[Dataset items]

···

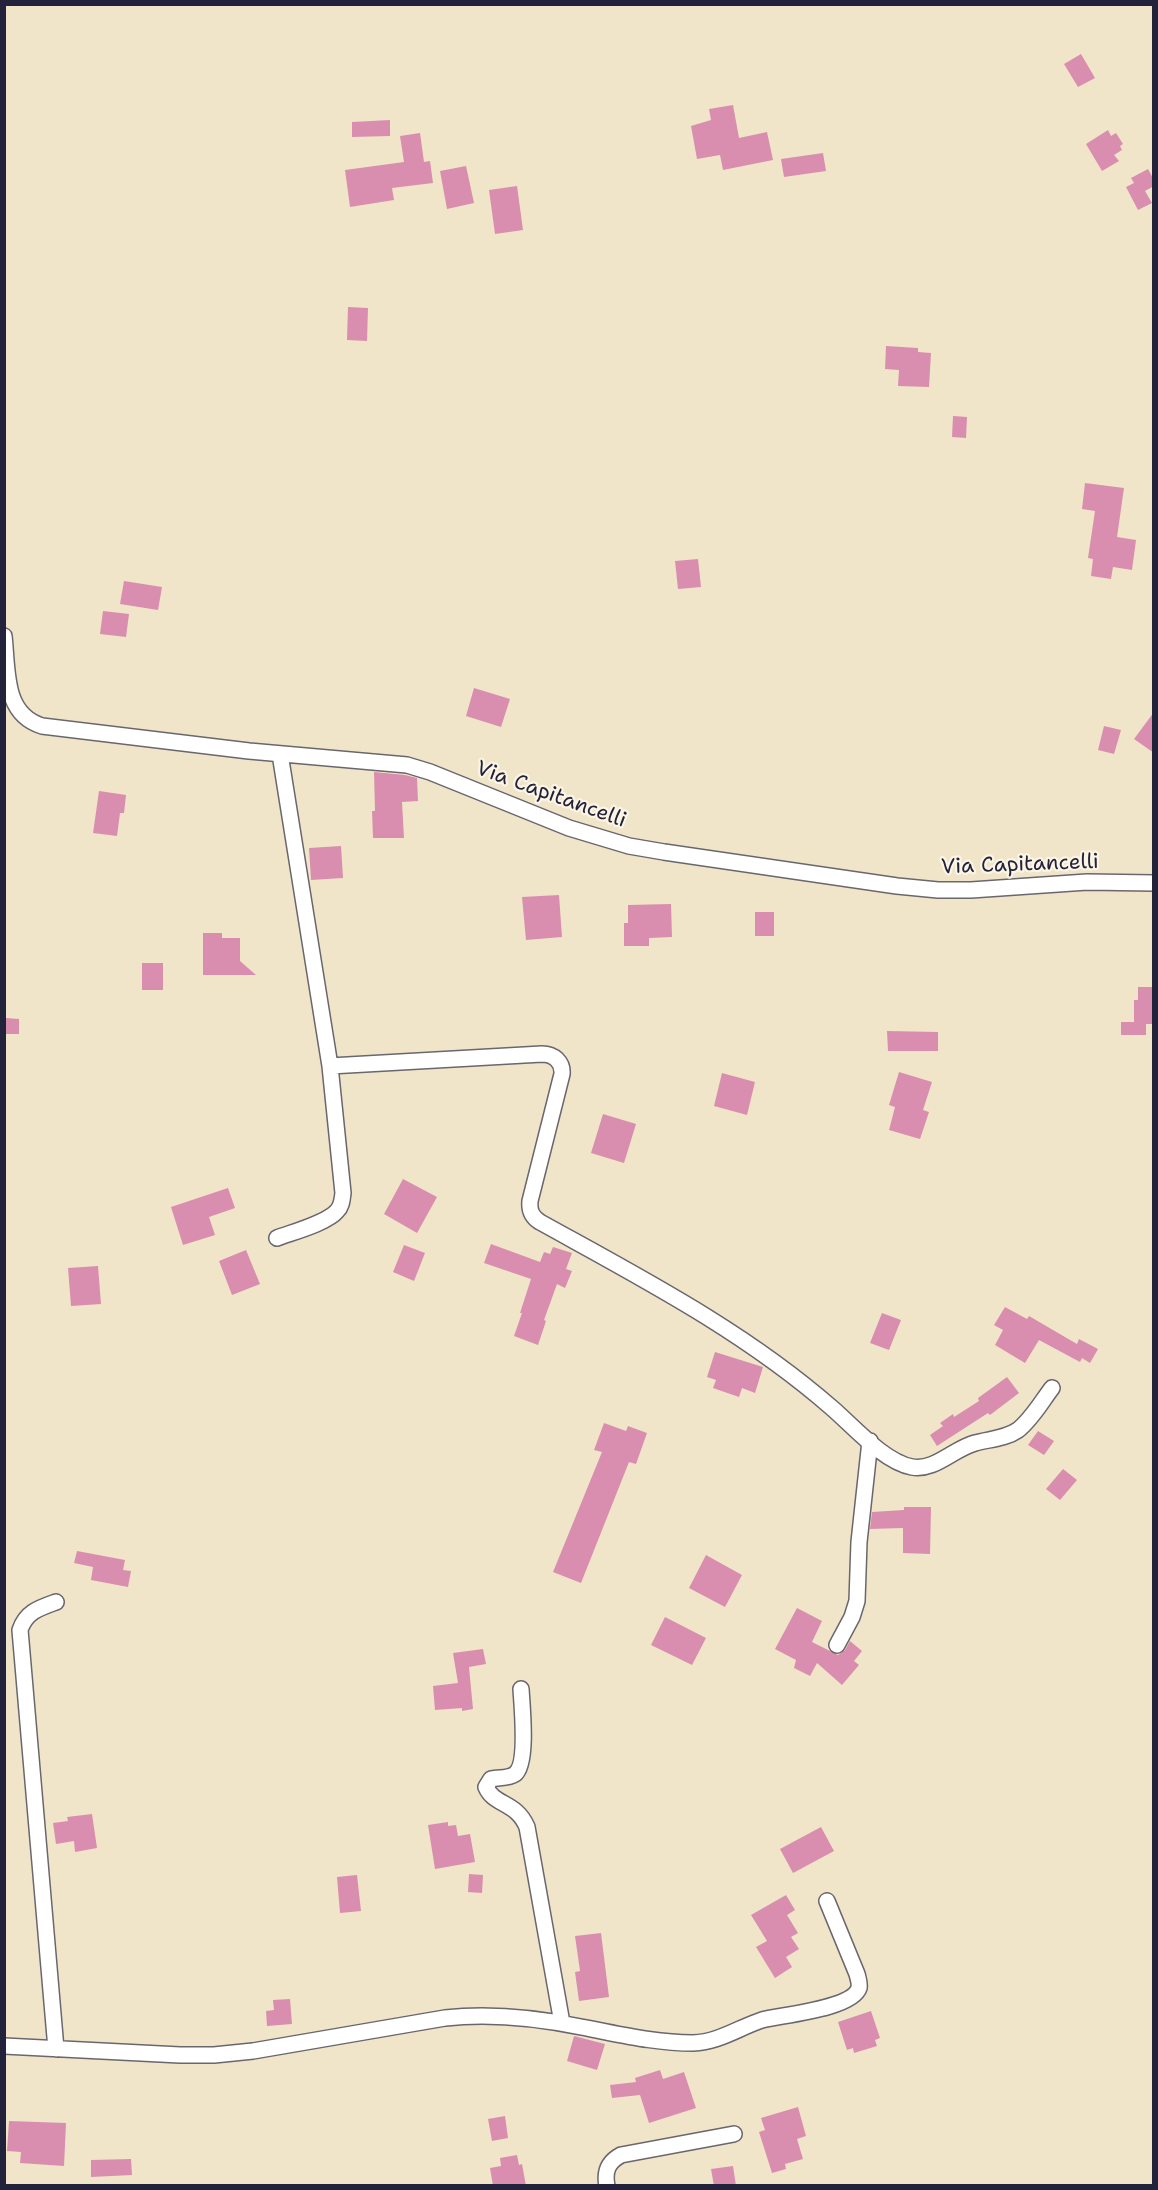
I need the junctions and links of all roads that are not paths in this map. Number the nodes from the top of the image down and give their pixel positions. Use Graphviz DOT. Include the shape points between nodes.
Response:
graph roads {
  1 [pos="4,636"];
  2 [pos="280,754"];
  3 [pos="1154,883"];
  4 [pos="330,1066"];
  5 [pos="277,1238"];
  6 [pos="1053,1388"];
  7 [pos="870,1441"];
  8 [pos="56,1602"];
  9 [pos="837,1645"];
  10 [pos="521,1689"];
  11 [pos="827,1901"];
  12 [pos="562,2023"];
  13 [pos="4,2046"];
  14 [pos="56,2049"];
  15 [pos="734,2134"];
  16 [pos="607,2186"];
  1 -- 2 [label="street, Via Capitancelli" via="12,697 20,714 30,722"];
  2 -- 3 [label="street, Via Capitancelli" via="414,766 569,828 628,846 664,852 938,890 1088,882"];
  2 -- 4 [label="street"];
  4 -- 5 [label="street" via="341,1205 326,1219"];
  4 -- 7 [label="street" via="542,1054 554,1057 562,1071 530,1201 533,1217 719,1324 800,1381"];
  6 -- 7 [label="street" via="1015,1432 970,1444 932,1465 905,1465"];
  7 -- 9 [label="street" via="860,1526 857,1602"];
  8 -- 14 [label="street" via="31,1612 20,1630"];
  10 -- 12 [label="street" via="522,1763 515,1774 491,1779 486,1786 492,1796 513,1808 527,1827"];
  11 -- 12 [label="street" via="859,1984 844,2000 698,2042 635,2039"];
  12 -- 14 [label="street" via="460,2016 214,2055"];
  13 -- 14 [label="street"];
  15 -- 16 [label="street" via="621,2156 607,2168"];
}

···

What to produce: Write out all the entries word for word, but drop the pictures.

Exercise result:
I need the junctions and links of all roads that are not paths in this map. Number the nodes from the top of the image down and give their pixel positions. Use Graphviz DOT. Include the shape points between nodes.
Response:
graph roads {
  1 [pos="4,636"];
  2 [pos="280,754"];
  3 [pos="1154,883"];
  4 [pos="330,1066"];
  5 [pos="277,1238"];
  6 [pos="1053,1388"];
  7 [pos="870,1441"];
  8 [pos="56,1602"];
  9 [pos="837,1645"];
  10 [pos="521,1689"];
  11 [pos="827,1901"];
  12 [pos="562,2023"];
  13 [pos="4,2046"];
  14 [pos="56,2049"];
  15 [pos="734,2134"];
  16 [pos="607,2186"];
  1 -- 2 [label="street, Via Capitancelli" via="12,697 20,714 30,722"];
  2 -- 3 [label="street, Via Capitancelli" via="414,766 569,828 628,846 664,852 938,890 1088,882"];
  2 -- 4 [label="street"];
  4 -- 5 [label="street" via="341,1205 326,1219"];
  4 -- 7 [label="street" via="542,1054 554,1057 562,1071 530,1201 533,1217 719,1324 800,1381"];
  6 -- 7 [label="street" via="1015,1432 970,1444 932,1465 905,1465"];
  7 -- 9 [label="street" via="860,1526 857,1602"];
  8 -- 14 [label="street" via="31,1612 20,1630"];
  10 -- 12 [label="street" via="522,1763 515,1774 491,1779 486,1786 492,1796 513,1808 527,1827"];
  11 -- 12 [label="street" via="859,1984 844,2000 698,2042 635,2039"];
  12 -- 14 [label="street" via="460,2016 214,2055"];
  13 -- 14 [label="street"];
  15 -- 16 [label="street" via="621,2156 607,2168"];
}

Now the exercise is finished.